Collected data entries
###

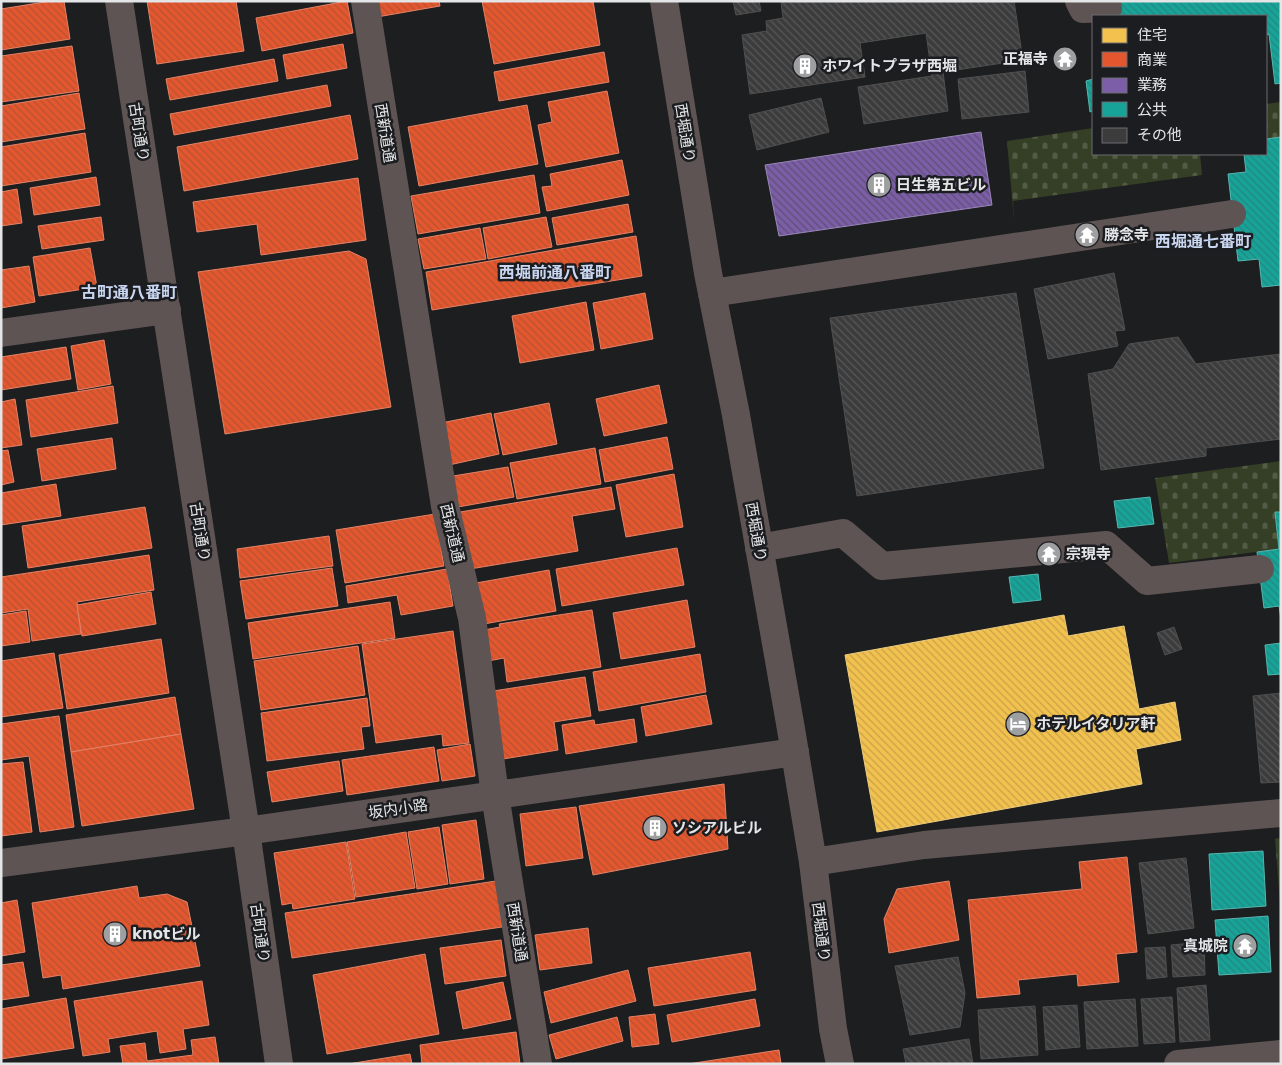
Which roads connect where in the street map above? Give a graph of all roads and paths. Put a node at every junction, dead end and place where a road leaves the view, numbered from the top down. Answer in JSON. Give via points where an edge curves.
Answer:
{"nodes":[{"id":1,"x":119,"y":1,"type":"edge"},
{"id":2,"x":365,"y":1,"type":"edge"},
{"id":3,"x":664,"y":1,"type":"edge"},
{"id":4,"x":1080,"y":1,"type":"edge"},
{"id":5,"x":1108,"y":8,"type":"dead end"},
{"id":6,"x":1232,"y":214,"type":"dead end"},
{"id":7,"x":712,"y":294,"type":"junction"},
{"id":8,"x":166,"y":310,"type":"junction"},
{"id":9,"x":1,"y":333,"type":"edge"},
{"id":10,"x":759,"y":548,"type":"junction"},
{"id":11,"x":1260,"y":569,"type":"dead end"},
{"id":12,"x":795,"y":752,"type":"junction"},
{"id":13,"x":495,"y":795,"type":"junction"},
{"id":14,"x":1281,"y":813,"type":"edge"},
{"id":15,"x":246,"y":830,"type":"junction"},
{"id":16,"x":812,"y":862,"type":"junction"},
{"id":17,"x":1,"y":863,"type":"edge"},
{"id":18,"x":1281,"y":1054,"type":"edge"},
{"id":19,"x":279,"y":1064,"type":"edge"},
{"id":20,"x":538,"y":1064,"type":"edge"},
{"id":21,"x":840,"y":1064,"type":"edge"},
{"id":22,"x":1178,"y":1064,"type":"edge"}],
"edges":[{"from":1,"to":8,"type":"street","name":"古町通り"},
{"from":2,"to":13,"type":"street","name":"西新道通","via":[[443,497],[472,618]]},
{"from":3,"to":7,"type":"street","name":"西堀通り"},
{"from":4,"to":5,"type":"street","via":[[1083,9]]},
{"from":6,"to":7,"type":"street"},
{"from":7,"to":10,"type":"street","name":"西堀通り"},
{"from":8,"to":9,"type":"street"},
{"from":8,"to":15,"type":"street","name":"古町通り"},
{"from":10,"to":11,"type":"street","via":[[844,533],[882,566],[1106,545],[1147,581]]},
{"from":10,"to":12,"type":"street","name":"西堀通り"},
{"from":12,"to":13,"type":"street","name":"坂内小路"},
{"from":12,"to":16,"type":"street","name":"西堀通り"},
{"from":13,"to":15,"type":"street","name":"坂内小路"},
{"from":13,"to":20,"type":"street","name":"西新道通"},
{"from":14,"to":16,"type":"street","via":[[924,844]]},
{"from":15,"to":17,"type":"street","name":"坂内小路"},
{"from":15,"to":19,"type":"street","name":"古町通り"},
{"from":16,"to":21,"type":"street","name":"西堀通り"},
{"from":18,"to":22,"type":"street"}]}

###

→ PROBLEM:
Transcribe all records verbatim and omit each image.

→ SOLUTION:
Which roads connect where in the street map above? Give a graph of all roads and paths. Put a node at every junction, dead end and place where a road leaves the view, numbered from the top down. Answer in JSON. Give via points where an edge curves.
Answer:
{"nodes":[{"id":1,"x":119,"y":1,"type":"edge"},
{"id":2,"x":365,"y":1,"type":"edge"},
{"id":3,"x":664,"y":1,"type":"edge"},
{"id":4,"x":1080,"y":1,"type":"edge"},
{"id":5,"x":1108,"y":8,"type":"dead end"},
{"id":6,"x":1232,"y":214,"type":"dead end"},
{"id":7,"x":712,"y":294,"type":"junction"},
{"id":8,"x":166,"y":310,"type":"junction"},
{"id":9,"x":1,"y":333,"type":"edge"},
{"id":10,"x":759,"y":548,"type":"junction"},
{"id":11,"x":1260,"y":569,"type":"dead end"},
{"id":12,"x":795,"y":752,"type":"junction"},
{"id":13,"x":495,"y":795,"type":"junction"},
{"id":14,"x":1281,"y":813,"type":"edge"},
{"id":15,"x":246,"y":830,"type":"junction"},
{"id":16,"x":812,"y":862,"type":"junction"},
{"id":17,"x":1,"y":863,"type":"edge"},
{"id":18,"x":1281,"y":1054,"type":"edge"},
{"id":19,"x":279,"y":1064,"type":"edge"},
{"id":20,"x":538,"y":1064,"type":"edge"},
{"id":21,"x":840,"y":1064,"type":"edge"},
{"id":22,"x":1178,"y":1064,"type":"edge"}],
"edges":[{"from":1,"to":8,"type":"street","name":"古町通り"},
{"from":2,"to":13,"type":"street","name":"西新道通","via":[[443,497],[472,618]]},
{"from":3,"to":7,"type":"street","name":"西堀通り"},
{"from":4,"to":5,"type":"street","via":[[1083,9]]},
{"from":6,"to":7,"type":"street"},
{"from":7,"to":10,"type":"street","name":"西堀通り"},
{"from":8,"to":9,"type":"street"},
{"from":8,"to":15,"type":"street","name":"古町通り"},
{"from":10,"to":11,"type":"street","via":[[844,533],[882,566],[1106,545],[1147,581]]},
{"from":10,"to":12,"type":"street","name":"西堀通り"},
{"from":12,"to":13,"type":"street","name":"坂内小路"},
{"from":12,"to":16,"type":"street","name":"西堀通り"},
{"from":13,"to":15,"type":"street","name":"坂内小路"},
{"from":13,"to":20,"type":"street","name":"西新道通"},
{"from":14,"to":16,"type":"street","via":[[924,844]]},
{"from":15,"to":17,"type":"street","name":"坂内小路"},
{"from":15,"to":19,"type":"street","name":"古町通り"},
{"from":16,"to":21,"type":"street","name":"西堀通り"},
{"from":18,"to":22,"type":"street"}]}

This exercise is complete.